(Collected data entries)

-*-*-

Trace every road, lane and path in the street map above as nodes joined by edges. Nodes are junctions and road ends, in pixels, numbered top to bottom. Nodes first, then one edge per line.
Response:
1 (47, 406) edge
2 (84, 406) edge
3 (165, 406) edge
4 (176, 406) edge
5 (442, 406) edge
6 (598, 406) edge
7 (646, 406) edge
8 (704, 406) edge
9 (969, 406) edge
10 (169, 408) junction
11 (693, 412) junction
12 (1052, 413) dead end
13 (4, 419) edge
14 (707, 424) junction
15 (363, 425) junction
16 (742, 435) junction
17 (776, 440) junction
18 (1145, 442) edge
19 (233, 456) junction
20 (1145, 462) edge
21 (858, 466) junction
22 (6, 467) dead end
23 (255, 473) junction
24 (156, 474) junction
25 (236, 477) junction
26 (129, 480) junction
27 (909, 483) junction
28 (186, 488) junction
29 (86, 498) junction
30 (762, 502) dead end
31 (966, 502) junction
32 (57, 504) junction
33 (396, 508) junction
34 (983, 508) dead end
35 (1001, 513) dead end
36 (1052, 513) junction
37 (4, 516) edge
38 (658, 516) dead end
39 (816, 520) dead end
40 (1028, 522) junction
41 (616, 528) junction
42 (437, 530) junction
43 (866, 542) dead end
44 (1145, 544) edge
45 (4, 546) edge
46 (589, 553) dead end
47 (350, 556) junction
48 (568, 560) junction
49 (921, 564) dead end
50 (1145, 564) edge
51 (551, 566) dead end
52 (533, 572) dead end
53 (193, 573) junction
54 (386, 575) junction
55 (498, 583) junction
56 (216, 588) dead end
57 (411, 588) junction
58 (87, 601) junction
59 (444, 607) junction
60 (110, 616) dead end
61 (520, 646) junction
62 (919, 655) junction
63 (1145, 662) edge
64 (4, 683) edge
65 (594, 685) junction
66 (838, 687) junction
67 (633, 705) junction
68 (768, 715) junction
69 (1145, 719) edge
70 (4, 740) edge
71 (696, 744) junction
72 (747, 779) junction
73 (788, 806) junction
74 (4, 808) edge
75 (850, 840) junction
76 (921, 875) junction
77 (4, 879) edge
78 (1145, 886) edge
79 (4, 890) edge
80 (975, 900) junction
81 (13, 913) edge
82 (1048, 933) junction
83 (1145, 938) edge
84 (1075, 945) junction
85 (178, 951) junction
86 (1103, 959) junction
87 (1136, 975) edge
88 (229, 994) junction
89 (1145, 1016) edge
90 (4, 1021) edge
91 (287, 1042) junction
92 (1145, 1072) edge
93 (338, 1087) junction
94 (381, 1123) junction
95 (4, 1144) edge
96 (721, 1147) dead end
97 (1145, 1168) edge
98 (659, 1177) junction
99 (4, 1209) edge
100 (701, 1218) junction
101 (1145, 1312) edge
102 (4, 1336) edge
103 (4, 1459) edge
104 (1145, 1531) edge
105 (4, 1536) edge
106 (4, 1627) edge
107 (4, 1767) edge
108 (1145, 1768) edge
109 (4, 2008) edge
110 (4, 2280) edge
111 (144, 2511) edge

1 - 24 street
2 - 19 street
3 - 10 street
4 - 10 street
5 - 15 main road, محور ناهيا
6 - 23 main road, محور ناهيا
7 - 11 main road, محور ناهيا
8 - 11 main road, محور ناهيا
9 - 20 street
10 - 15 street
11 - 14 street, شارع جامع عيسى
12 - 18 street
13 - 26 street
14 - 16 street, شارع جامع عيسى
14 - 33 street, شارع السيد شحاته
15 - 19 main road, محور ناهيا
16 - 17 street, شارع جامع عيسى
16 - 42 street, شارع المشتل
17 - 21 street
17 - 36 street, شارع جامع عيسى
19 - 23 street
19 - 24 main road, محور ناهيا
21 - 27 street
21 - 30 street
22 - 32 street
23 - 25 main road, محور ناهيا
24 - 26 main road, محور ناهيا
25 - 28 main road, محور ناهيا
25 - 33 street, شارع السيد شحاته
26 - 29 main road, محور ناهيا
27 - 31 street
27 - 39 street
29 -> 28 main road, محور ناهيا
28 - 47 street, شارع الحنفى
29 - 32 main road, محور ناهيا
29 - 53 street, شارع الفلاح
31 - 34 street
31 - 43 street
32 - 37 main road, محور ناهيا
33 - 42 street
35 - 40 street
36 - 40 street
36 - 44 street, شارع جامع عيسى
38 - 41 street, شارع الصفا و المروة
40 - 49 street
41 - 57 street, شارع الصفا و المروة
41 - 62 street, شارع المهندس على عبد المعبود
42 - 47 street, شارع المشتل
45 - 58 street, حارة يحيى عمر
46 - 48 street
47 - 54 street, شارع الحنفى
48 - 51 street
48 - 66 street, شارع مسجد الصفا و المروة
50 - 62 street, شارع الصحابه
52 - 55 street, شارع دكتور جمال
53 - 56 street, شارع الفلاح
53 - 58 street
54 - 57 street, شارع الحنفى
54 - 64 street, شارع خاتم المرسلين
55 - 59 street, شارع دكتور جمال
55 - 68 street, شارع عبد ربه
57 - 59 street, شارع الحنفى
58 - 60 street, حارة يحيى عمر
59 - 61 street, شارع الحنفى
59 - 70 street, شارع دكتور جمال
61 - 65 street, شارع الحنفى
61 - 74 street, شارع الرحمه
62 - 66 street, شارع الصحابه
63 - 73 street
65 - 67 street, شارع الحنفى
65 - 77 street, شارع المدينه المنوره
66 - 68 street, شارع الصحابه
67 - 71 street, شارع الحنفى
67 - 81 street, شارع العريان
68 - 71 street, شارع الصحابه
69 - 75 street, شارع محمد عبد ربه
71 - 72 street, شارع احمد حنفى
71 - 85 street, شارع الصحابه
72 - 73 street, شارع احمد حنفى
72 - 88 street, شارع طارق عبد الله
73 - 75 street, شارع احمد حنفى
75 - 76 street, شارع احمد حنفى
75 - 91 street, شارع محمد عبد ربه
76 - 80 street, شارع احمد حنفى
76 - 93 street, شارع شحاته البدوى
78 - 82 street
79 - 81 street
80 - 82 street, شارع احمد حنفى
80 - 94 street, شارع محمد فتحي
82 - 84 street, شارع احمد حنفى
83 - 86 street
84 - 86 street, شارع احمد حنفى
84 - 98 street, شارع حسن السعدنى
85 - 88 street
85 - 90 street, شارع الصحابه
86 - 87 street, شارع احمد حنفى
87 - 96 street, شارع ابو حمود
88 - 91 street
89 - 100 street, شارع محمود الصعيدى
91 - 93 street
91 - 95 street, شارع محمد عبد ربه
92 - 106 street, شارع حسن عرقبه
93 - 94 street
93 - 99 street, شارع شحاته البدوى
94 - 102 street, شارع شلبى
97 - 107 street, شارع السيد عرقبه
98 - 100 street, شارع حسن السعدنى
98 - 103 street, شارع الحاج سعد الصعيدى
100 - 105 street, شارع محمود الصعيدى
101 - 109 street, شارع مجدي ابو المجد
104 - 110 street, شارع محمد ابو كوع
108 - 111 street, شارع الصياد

-*-*-

What is needed is an exact restatement of every record above.

Trace every road, lane and path in the street map above as nodes joined by edges. Nodes are junctions and road ends, in pixels, numbered top to bottom. Nodes first, then one edge per line.
Response:
1 (47, 406) edge
2 (84, 406) edge
3 (165, 406) edge
4 (176, 406) edge
5 (442, 406) edge
6 (598, 406) edge
7 (646, 406) edge
8 (704, 406) edge
9 (969, 406) edge
10 (169, 408) junction
11 (693, 412) junction
12 (1052, 413) dead end
13 (4, 419) edge
14 (707, 424) junction
15 (363, 425) junction
16 (742, 435) junction
17 (776, 440) junction
18 (1145, 442) edge
19 (233, 456) junction
20 (1145, 462) edge
21 (858, 466) junction
22 (6, 467) dead end
23 (255, 473) junction
24 (156, 474) junction
25 (236, 477) junction
26 (129, 480) junction
27 (909, 483) junction
28 (186, 488) junction
29 (86, 498) junction
30 (762, 502) dead end
31 (966, 502) junction
32 (57, 504) junction
33 (396, 508) junction
34 (983, 508) dead end
35 (1001, 513) dead end
36 (1052, 513) junction
37 (4, 516) edge
38 (658, 516) dead end
39 (816, 520) dead end
40 (1028, 522) junction
41 (616, 528) junction
42 (437, 530) junction
43 (866, 542) dead end
44 (1145, 544) edge
45 (4, 546) edge
46 (589, 553) dead end
47 (350, 556) junction
48 (568, 560) junction
49 (921, 564) dead end
50 (1145, 564) edge
51 (551, 566) dead end
52 (533, 572) dead end
53 (193, 573) junction
54 (386, 575) junction
55 (498, 583) junction
56 (216, 588) dead end
57 (411, 588) junction
58 (87, 601) junction
59 (444, 607) junction
60 (110, 616) dead end
61 (520, 646) junction
62 (919, 655) junction
63 (1145, 662) edge
64 (4, 683) edge
65 (594, 685) junction
66 (838, 687) junction
67 (633, 705) junction
68 (768, 715) junction
69 (1145, 719) edge
70 (4, 740) edge
71 (696, 744) junction
72 (747, 779) junction
73 (788, 806) junction
74 (4, 808) edge
75 (850, 840) junction
76 (921, 875) junction
77 (4, 879) edge
78 (1145, 886) edge
79 (4, 890) edge
80 (975, 900) junction
81 (13, 913) edge
82 (1048, 933) junction
83 (1145, 938) edge
84 (1075, 945) junction
85 (178, 951) junction
86 (1103, 959) junction
87 (1136, 975) edge
88 (229, 994) junction
89 (1145, 1016) edge
90 (4, 1021) edge
91 (287, 1042) junction
92 (1145, 1072) edge
93 (338, 1087) junction
94 (381, 1123) junction
95 (4, 1144) edge
96 (721, 1147) dead end
97 (1145, 1168) edge
98 (659, 1177) junction
99 (4, 1209) edge
100 (701, 1218) junction
101 (1145, 1312) edge
102 (4, 1336) edge
103 (4, 1459) edge
104 (1145, 1531) edge
105 (4, 1536) edge
106 (4, 1627) edge
107 (4, 1767) edge
108 (1145, 1768) edge
109 (4, 2008) edge
110 (4, 2280) edge
111 (144, 2511) edge

1 - 24 street
2 - 19 street
3 - 10 street
4 - 10 street
5 - 15 main road, محور ناهيا
6 - 23 main road, محور ناهيا
7 - 11 main road, محور ناهيا
8 - 11 main road, محور ناهيا
9 - 20 street
10 - 15 street
11 - 14 street, شارع جامع عيسى
12 - 18 street
13 - 26 street
14 - 16 street, شارع جامع عيسى
14 - 33 street, شارع السيد شحاته
15 - 19 main road, محور ناهيا
16 - 17 street, شارع جامع عيسى
16 - 42 street, شارع المشتل
17 - 21 street
17 - 36 street, شارع جامع عيسى
19 - 23 street
19 - 24 main road, محور ناهيا
21 - 27 street
21 - 30 street
22 - 32 street
23 - 25 main road, محور ناهيا
24 - 26 main road, محور ناهيا
25 - 28 main road, محور ناهيا
25 - 33 street, شارع السيد شحاته
26 - 29 main road, محور ناهيا
27 - 31 street
27 - 39 street
29 -> 28 main road, محور ناهيا
28 - 47 street, شارع الحنفى
29 - 32 main road, محور ناهيا
29 - 53 street, شارع الفلاح
31 - 34 street
31 - 43 street
32 - 37 main road, محور ناهيا
33 - 42 street
35 - 40 street
36 - 40 street
36 - 44 street, شارع جامع عيسى
38 - 41 street, شارع الصفا و المروة
40 - 49 street
41 - 57 street, شارع الصفا و المروة
41 - 62 street, شارع المهندس على عبد المعبود
42 - 47 street, شارع المشتل
45 - 58 street, حارة يحيى عمر
46 - 48 street
47 - 54 street, شارع الحنفى
48 - 51 street
48 - 66 street, شارع مسجد الصفا و المروة
50 - 62 street, شارع الصحابه
52 - 55 street, شارع دكتور جمال
53 - 56 street, شارع الفلاح
53 - 58 street
54 - 57 street, شارع الحنفى
54 - 64 street, شارع خاتم المرسلين
55 - 59 street, شارع دكتور جمال
55 - 68 street, شارع عبد ربه
57 - 59 street, شارع الحنفى
58 - 60 street, حارة يحيى عمر
59 - 61 street, شارع الحنفى
59 - 70 street, شارع دكتور جمال
61 - 65 street, شارع الحنفى
61 - 74 street, شارع الرحمه
62 - 66 street, شارع الصحابه
63 - 73 street
65 - 67 street, شارع الحنفى
65 - 77 street, شارع المدينه المنوره
66 - 68 street, شارع الصحابه
67 - 71 street, شارع الحنفى
67 - 81 street, شارع العريان
68 - 71 street, شارع الصحابه
69 - 75 street, شارع محمد عبد ربه
71 - 72 street, شارع احمد حنفى
71 - 85 street, شارع الصحابه
72 - 73 street, شارع احمد حنفى
72 - 88 street, شارع طارق عبد الله
73 - 75 street, شارع احمد حنفى
75 - 76 street, شارع احمد حنفى
75 - 91 street, شارع محمد عبد ربه
76 - 80 street, شارع احمد حنفى
76 - 93 street, شارع شحاته البدوى
78 - 82 street
79 - 81 street
80 - 82 street, شارع احمد حنفى
80 - 94 street, شارع محمد فتحي
82 - 84 street, شارع احمد حنفى
83 - 86 street
84 - 86 street, شارع احمد حنفى
84 - 98 street, شارع حسن السعدنى
85 - 88 street
85 - 90 street, شارع الصحابه
86 - 87 street, شارع احمد حنفى
87 - 96 street, شارع ابو حمود
88 - 91 street
89 - 100 street, شارع محمود الصعيدى
91 - 93 street
91 - 95 street, شارع محمد عبد ربه
92 - 106 street, شارع حسن عرقبه
93 - 94 street
93 - 99 street, شارع شحاته البدوى
94 - 102 street, شارع شلبى
97 - 107 street, شارع السيد عرقبه
98 - 100 street, شارع حسن السعدنى
98 - 103 street, شارع الحاج سعد الصعيدى
100 - 105 street, شارع محمود الصعيدى
101 - 109 street, شارع مجدي ابو المجد
104 - 110 street, شارع محمد ابو كوع
108 - 111 street, شارع الصياد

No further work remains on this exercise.